-- Brief --
What are the lines, word for word, from the line with "Extract the road graph of the map image: the" up to and including the line with "Which roads connect" in the records below? Omit the pictures.

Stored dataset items
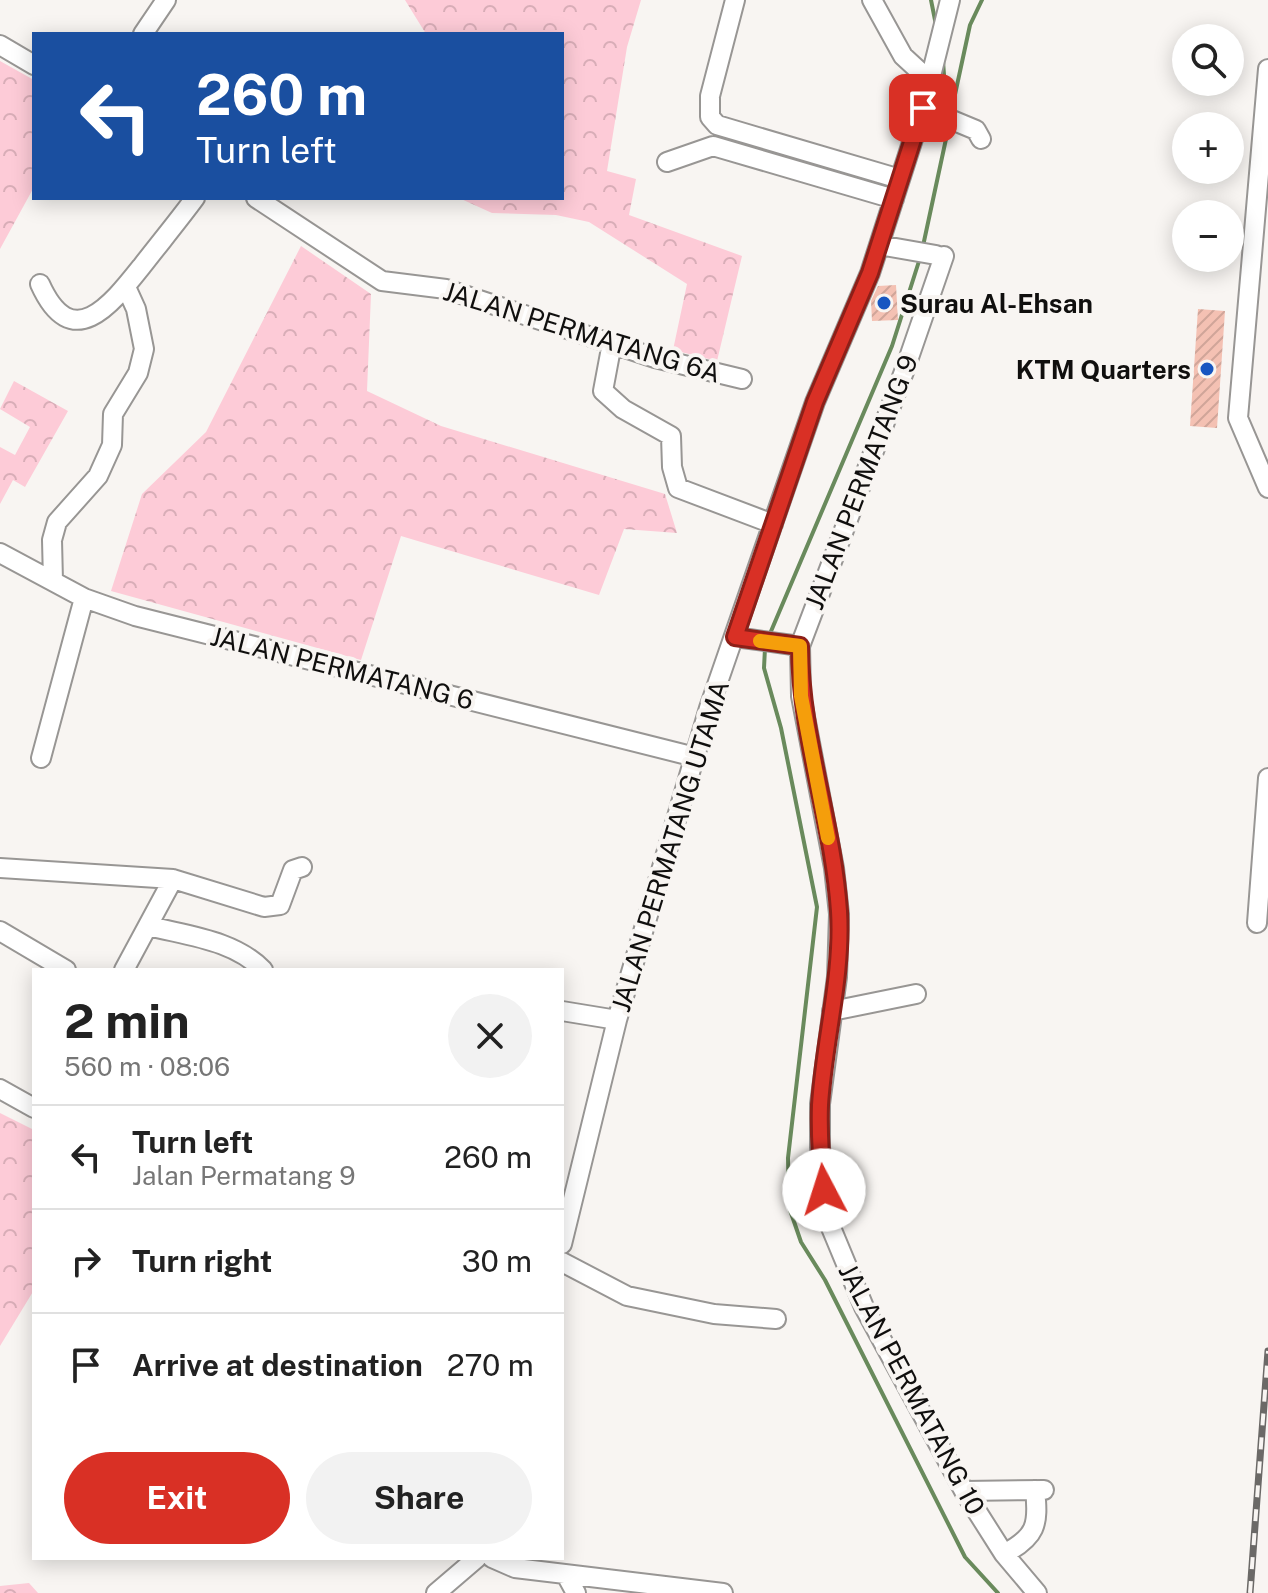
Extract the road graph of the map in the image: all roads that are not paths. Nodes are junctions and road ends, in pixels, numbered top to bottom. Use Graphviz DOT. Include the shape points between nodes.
graph roads {
  1 [pos="166,0"];
  2 [pos="735,0"];
  3 [pos="872,0"];
  4 [pos="950,0"];
  5 [pos="144,32"];
  6 [pos="0,45"];
  7 [pos="32,64"];
  8 [pos="1268,69"];
  9 [pos="931,72"];
  10 [pos="929,111"];
  11 [pos="975,133"];
  12 [pos="1265,133"];
  13 [pos="667,162"];
  14 [pos="900,179"];
  15 [pos="894,199"];
  16 [pos="193,200"];
  17 [pos="259,200"];
  18 [pos="879,245"];
  19 [pos="40,284"];
  20 [pos="126,287"];
  21 [pos="612,343"];
  22 [pos="742,379"];
  23 [pos="1268,488"];
  24 [pos="773,524"];
  25 [pos="1,556"];
  26 [pos="53,581"];
  27 [pos="84,598"];
  28 [pos="743,639"];
  29 [pos="795,645"];
  30 [pos="695,757"];
  31 [pos="41,758"];
  32 [pos="1268,778"];
  33 [pos="302,867"];
  34 [pos="0,868"];
  35 [pos="173,879"];
  36 [pos="1257,923"];
  37 [pos="149,926"];
  38 [pos="0,931"];
  39 [pos="63,968"];
  40 [pos="125,968"];
  41 [pos="261,968"];
  42 [pos="916,994"];
  43 [pos="564,1011"];
  44 [pos="832,1011"];
  45 [pos="617,1020"];
  46 [pos="0,1089"];
  47 [pos="32,1107"];
  48 [pos="564,1236"];
  49 [pos="564,1263"];
  50 [pos="776,1319"];
  51 [pos="964,1491"];
  52 [pos="1004,1554"];
  53 [pos="475,1560"];
  54 [pos="497,1560"];
  55 [pos="566,1575"];
  56 [pos="436,1593"];
  57 [pos="576,1593"];
  58 [pos="723,1593"];
  59 [pos="1037,1593"];
  1 -- 5 [label="street"];
  2 -- 14 [label="street" via="710,96 710,117 717,125"];
  3 -- 9 [label="street" via="903,56"];
  4 -- 9 [label="street, JALAN PERMATANG UTAMA"];
  6 -- 7 [label="street"];
  8 -- 12 [label="street"];
  9 -- 10 [label="street, JALAN PERMATANG UTAMA"];
  10 -- 11 [label="street"];
  10 -- 14 [label="street, JALAN PERMATANG UTAMA"];
  12 -- 23 [label="street" via="1238,418"];
  13 -- 15 [label="street" via="713,146"];
  14 -- 15 [label="street, JALAN PERMATANG UTAMA"];
  15 -- 18 [label="street, JALAN PERMATANG UTAMA"];
  16 -- 20 [label="street"];
  17 -- 21 [label="street, JALAN PERMATANG 6A" via="382,281 446,289"];
  18 -- 24 [label="street, JALAN PERMATANG UTAMA" via="815,402"];
  18 -- 29 [label="street, JALAN PERMATANG 9" via="940,255 901,381"];
  19 -- 20 [label="street" via="47,301 75,320 103,312"];
  20 -- 26 [label="street" via="144,349 138,373 113,414 112,445 98,476 57,522"];
  21 -- 22 [label="street, JALAN PERMATANG 6A"];
  21 -- 24 [label="street" via="603,391 616,405 671,436 678,488"];
  24 -- 28 [label="street, JALAN PERMATANG UTAMA"];
  25 -- 26 [label="street, JALAN PERMATANG 6"];
  26 -- 27 [label="street, JALAN PERMATANG 6"];
  27 -- 30 [label="street, JALAN PERMATANG 6" via="135,616"];
  27 -- 31 [label="street"];
  28 -- 29 [label="street"];
  28 -- 30 [label="street, JALAN PERMATANG UTAMA"];
  29 -- 44 [label="street, JALAN PERMATANG 10" via="839,914"];
  30 -- 45 [label="street, JALAN PERMATANG UTAMA"];
  32 -- 36 [label="street"];
  33 -- 35 [label="street" via="293,870 280,905 264,907"];
  34 -- 35 [label="street"];
  35 -- 37 [label="street"];
  37 -- 40 [label="street"];
  37 -- 41 [label="street" via="225,945 250,956"];
  38 -- 39 [label="street"];
  42 -- 44 [label="street"];
  43 -- 45 [label="street"];
  44 -- 51 [label="street, JALAN PERMATANG 10" via="820,1104 827,1218 864,1307"];
  45 -- 48 [label="street, JALAN PERMATANG UTAMA"];
  46 -- 47 [label="street"];
  49 -- 50 [label="street" via="627,1296 714,1314"];
  51 -- 52 [label="street, JALAN PERMATANG 10"];
  51 -- 52 [label="street" via="1039,1490 1032,1532"];
  52 -- 59 [label="street, JALAN PERMATANG 10"];
  53 -- 56 [label="street"];
  54 -- 55 [label="street"];
  55 -- 57 [label="street"];
  55 -- 58 [label="street"];
}
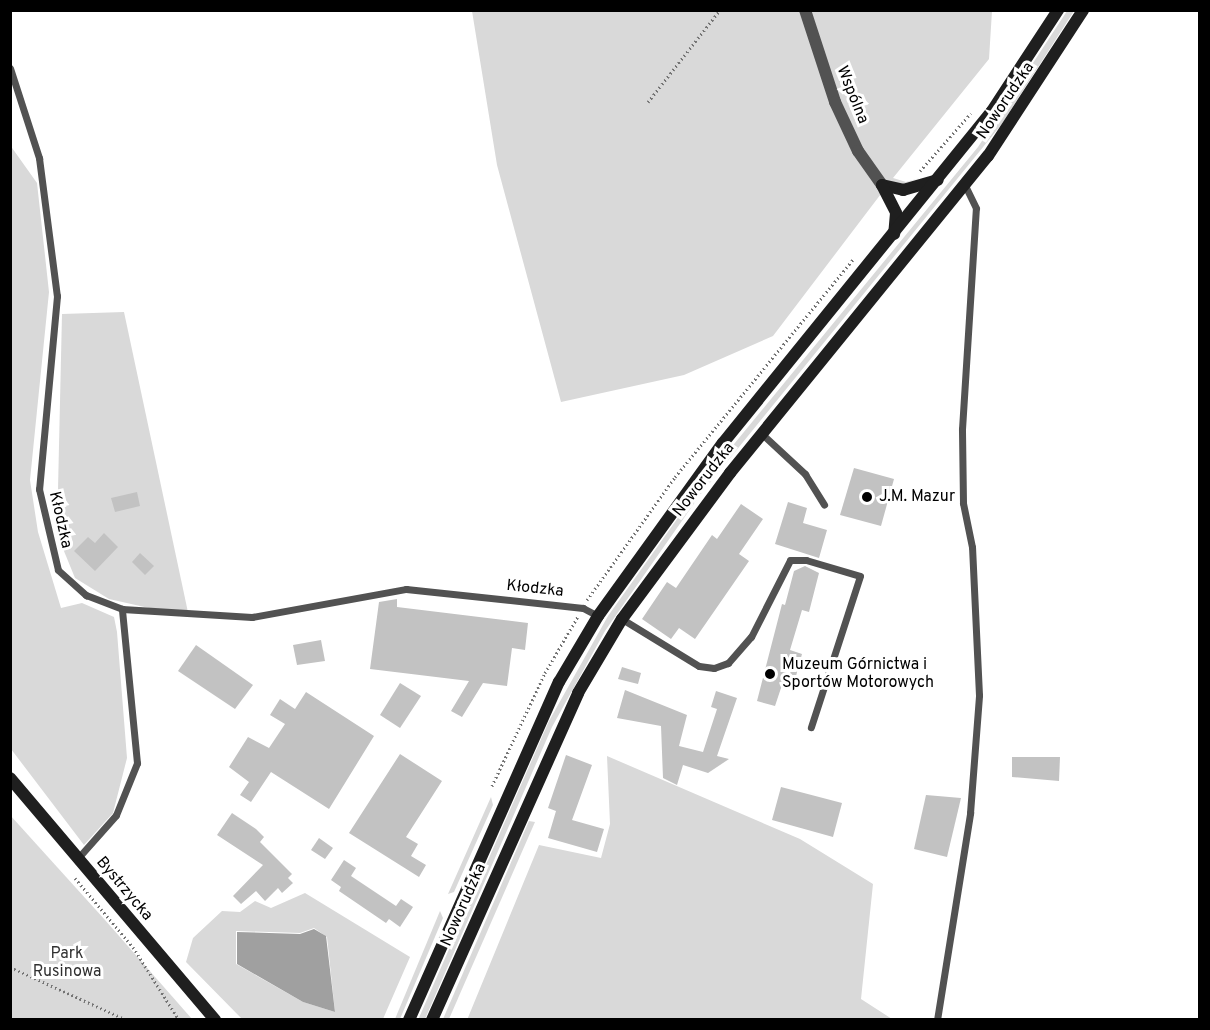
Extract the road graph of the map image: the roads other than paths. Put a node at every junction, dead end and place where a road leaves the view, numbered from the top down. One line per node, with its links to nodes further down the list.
1 (805, 10): 6 (street, Wspólna)
2 (1058, 10): 5 (main road, Noworudzka)
3 (1083, 10): 7 (main road, Noworudzka)
4 (10, 68): 11 (lane, Kłodzka)
5 (939, 180): 6 (main road); 8 (main road, Noworudzka)
6 (882, 185): 8 (main road)
7 (965, 185): 9 (main road, Noworudzka); 20 (lane)
8 (894, 235): 12 (main road, Noworudzka)
9 (762, 434): 10 (lane); 13 (main road, Noworudzka)
10 (824, 504)
11 (122, 609): 12 (lane, Kłodzka); 16 (lane)
12 (598, 616): 18 (main road, Noworudzka)
13 (622, 619): 14 (lane); 19 (main road, Noworudzka)
14 (811, 727)
15 (10, 778): 16 (main road, Bystrzycka)
16 (78, 858): 17 (main road, Bystrzycka)
17 (214, 1020)
18 (409, 1020)
19 (432, 1020)
20 (937, 1020)

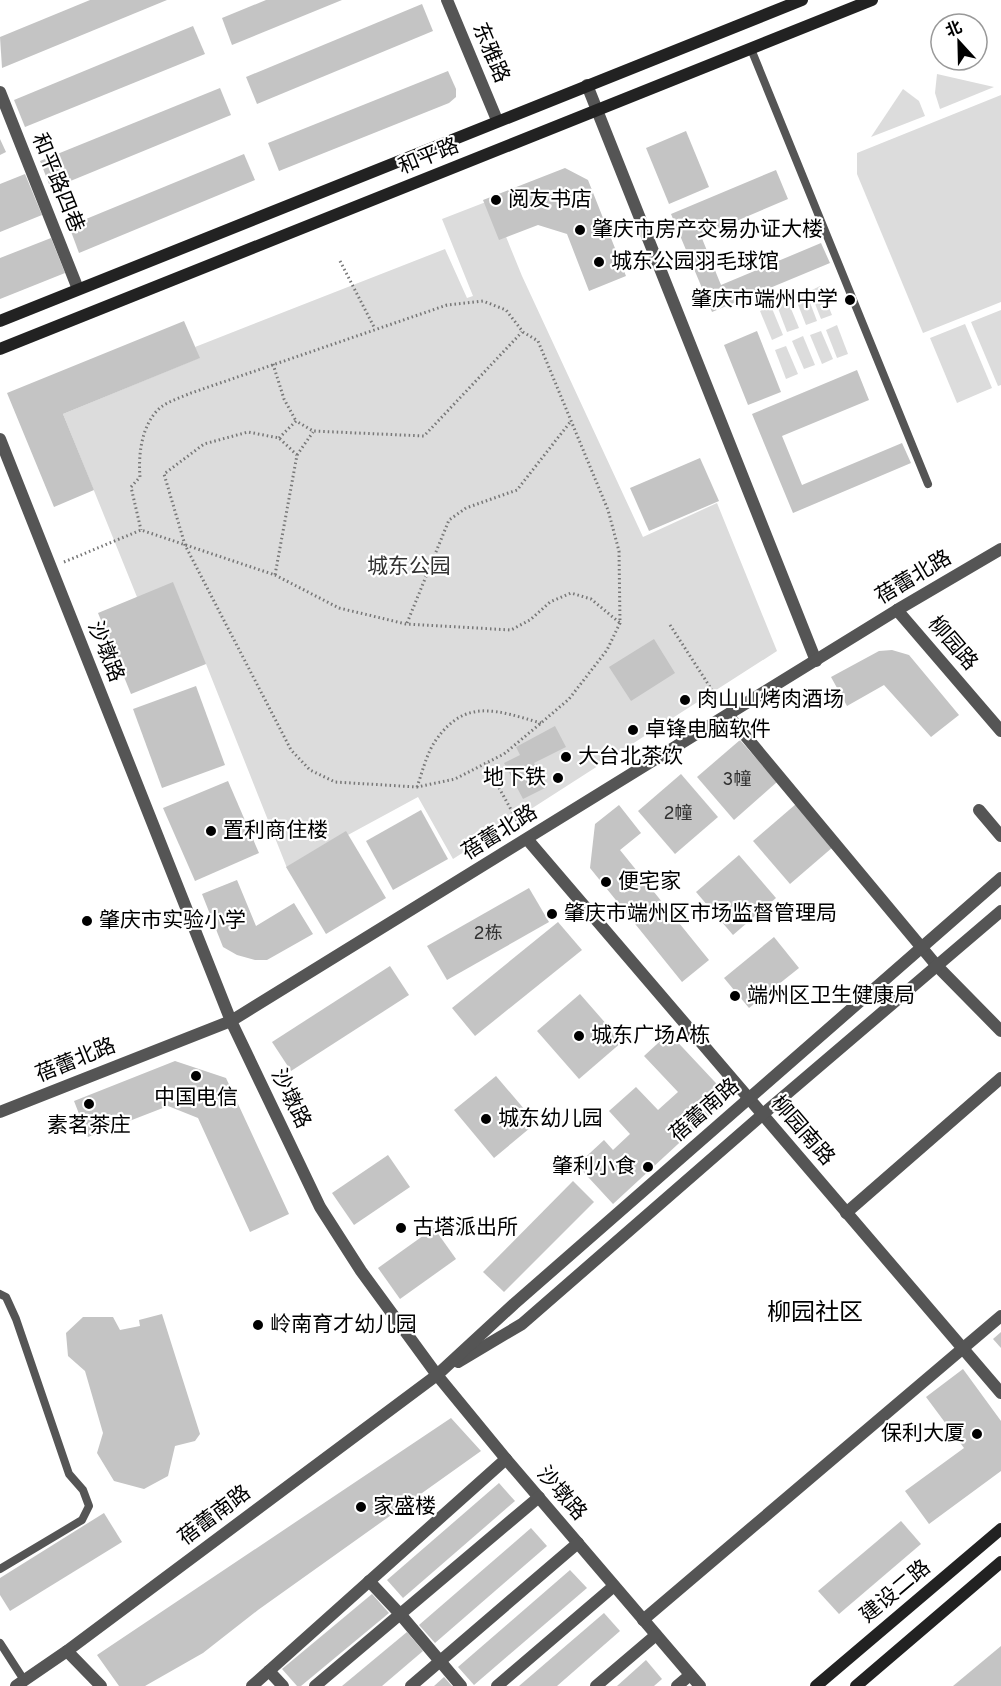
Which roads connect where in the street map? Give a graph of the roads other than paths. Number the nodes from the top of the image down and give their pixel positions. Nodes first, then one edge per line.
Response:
1 (447, 0) edge
2 (802, 0) edge
3 (872, 0) edge
4 (751, 49) junction
5 (587, 86) junction
6 (0, 92) edge
7 (597, 111) junction
8 (497, 120) junction
9 (78, 289) junction
10 (0, 321) edge
11 (0, 349) edge
12 (0, 439) edge
13 (928, 484) dead end
14 (1001, 549) edge
15 (897, 610) junction
16 (816, 661) junction
17 (728, 715) junction
18 (1001, 731) edge
19 (979, 810) dead end
20 (1001, 836) edge
21 (527, 838) junction
22 (1001, 878) edge
23 (1001, 911) edge
24 (921, 947) junction
25 (937, 966) junction
26 (231, 1021) junction
27 (1001, 1031) edge
28 (1001, 1078) edge
29 (748, 1099) junction
30 (0, 1112) edge
31 (762, 1115) junction
32 (846, 1213) junction
33 (0, 1294) edge
34 (1001, 1316) edge
35 (963, 1349) junction
36 (437, 1375) junction
37 (1001, 1393) edge
38 (506, 1459) junction
39 (538, 1497) junction
40 (1001, 1528) edge
41 (578, 1543) junction
42 (1001, 1562) edge
43 (0, 1569) edge
44 (369, 1581) junction
45 (614, 1586) junction
46 (400, 1614) junction
47 (644, 1620) junction
48 (656, 1635) junction
49 (0, 1643) edge
50 (67, 1651) junction
51 (440, 1661) junction
52 (269, 1671) junction
53 (690, 1675) junction
54 (20, 1683) edge
55 (101, 1686) edge
56 (252, 1686) edge
57 (283, 1686) edge
58 (315, 1686) edge
59 (411, 1686) edge
60 (461, 1686) edge
61 (497, 1686) edge
62 (596, 1686) edge
63 (677, 1686) edge
64 (700, 1686) edge
65 (816, 1686) edge
66 (856, 1686) edge

1 - 8 street, 东雅路
2 - 5 main road, 和平路
3 - 4 main road, 和平路
4 - 7 main road, 和平路
4 - 13 lane
5 - 7 street
5 - 8 main road, 和平路
6 - 9 street, 和平路四巷
7 - 11 main road, 和平路
7 - 16 street
8 - 9 main road, 和平路
9 - 10 main road, 和平路
12 - 26 street, 沙墩路
14 - 15 street, 蓓蕾北路
15 - 16 street, 蓓蕾北路
15 - 18 street, 柳园路
16 - 17 street, 蓓蕾北路
17 - 21 street, 蓓蕾北路
17 - 24 street
19 - 20 street
21 - 26 street, 蓓蕾北路
21 - 29 street, 柳园南路
22 - 24 street, 蓓蕾南路
23 - 25 street, 蓓蕾南路
24 - 25 street
24 - 29 street, 蓓蕾南路
25 - 27 street
25 - 31 street, 蓓蕾南路
26 - 30 street, 蓓蕾北路
26 - 36 street, 沙墩路
28 - 32 street
29 - 31 street, 柳园南路
29 - 36 street, 蓓蕾南路
31 - 32 street, 柳园南路
31 - 36 street, 蓓蕾南路
32 - 35 street, 柳园南路
33 - 43 lane
34 - 35 street
35 - 37 street, 柳园南路
35 - 47 street
36 - 38 street, 沙墩路
36 - 50 street, 蓓蕾南路
38 - 39 street, 沙墩路
38 - 44 street
39 - 41 street, 沙墩路
39 - 46 street
40 - 65 main road, 建设二路
41 - 45 street, 沙墩路
41 - 51 street
42 - 66 main road
44 - 46 street
44 - 52 street
45 - 47 street, 沙墩路
45 - 61 street
46 - 51 street
46 - 58 street
47 - 48 street, 沙墩路
48 - 53 street, 沙墩路
48 - 62 street
49 - 54 lane
50 - 54 street, 蓓蕾南路
50 - 55 street
51 - 59 street
51 - 60 street
52 - 56 street
52 - 57 street
53 - 63 street
53 - 64 street, 沙墩路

-- Result for this exercise --
Extract the road graph of the map image: the roads other than paths. Put a node at every junction, dead end and place where a road leaves the view, numbered from the top down. One line per node, with its links to nodes further down the list.
1 (805, 10): 6 (street, Wspólna)
2 (1058, 10): 5 (main road, Noworudzka)
3 (1083, 10): 7 (main road, Noworudzka)
4 (10, 68): 11 (lane, Kłodzka)
5 (939, 180): 6 (main road); 8 (main road, Noworudzka)
6 (882, 185): 8 (main road)
7 (965, 185): 9 (main road, Noworudzka); 20 (lane)
8 (894, 235): 12 (main road, Noworudzka)
9 (762, 434): 10 (lane); 13 (main road, Noworudzka)
10 (824, 504)
11 (122, 609): 12 (lane, Kłodzka); 16 (lane)
12 (598, 616): 18 (main road, Noworudzka)
13 (622, 619): 14 (lane); 19 (main road, Noworudzka)
14 (811, 727)
15 (10, 778): 16 (main road, Bystrzycka)
16 (78, 858): 17 (main road, Bystrzycka)
17 (214, 1020)
18 (409, 1020)
19 (432, 1020)
20 (937, 1020)

Which roads connect where in the street map? Give a graph of the roads other than paths. Number the nodes from the top of the image down and give their pixel positions. Nodes first, then one edge per line.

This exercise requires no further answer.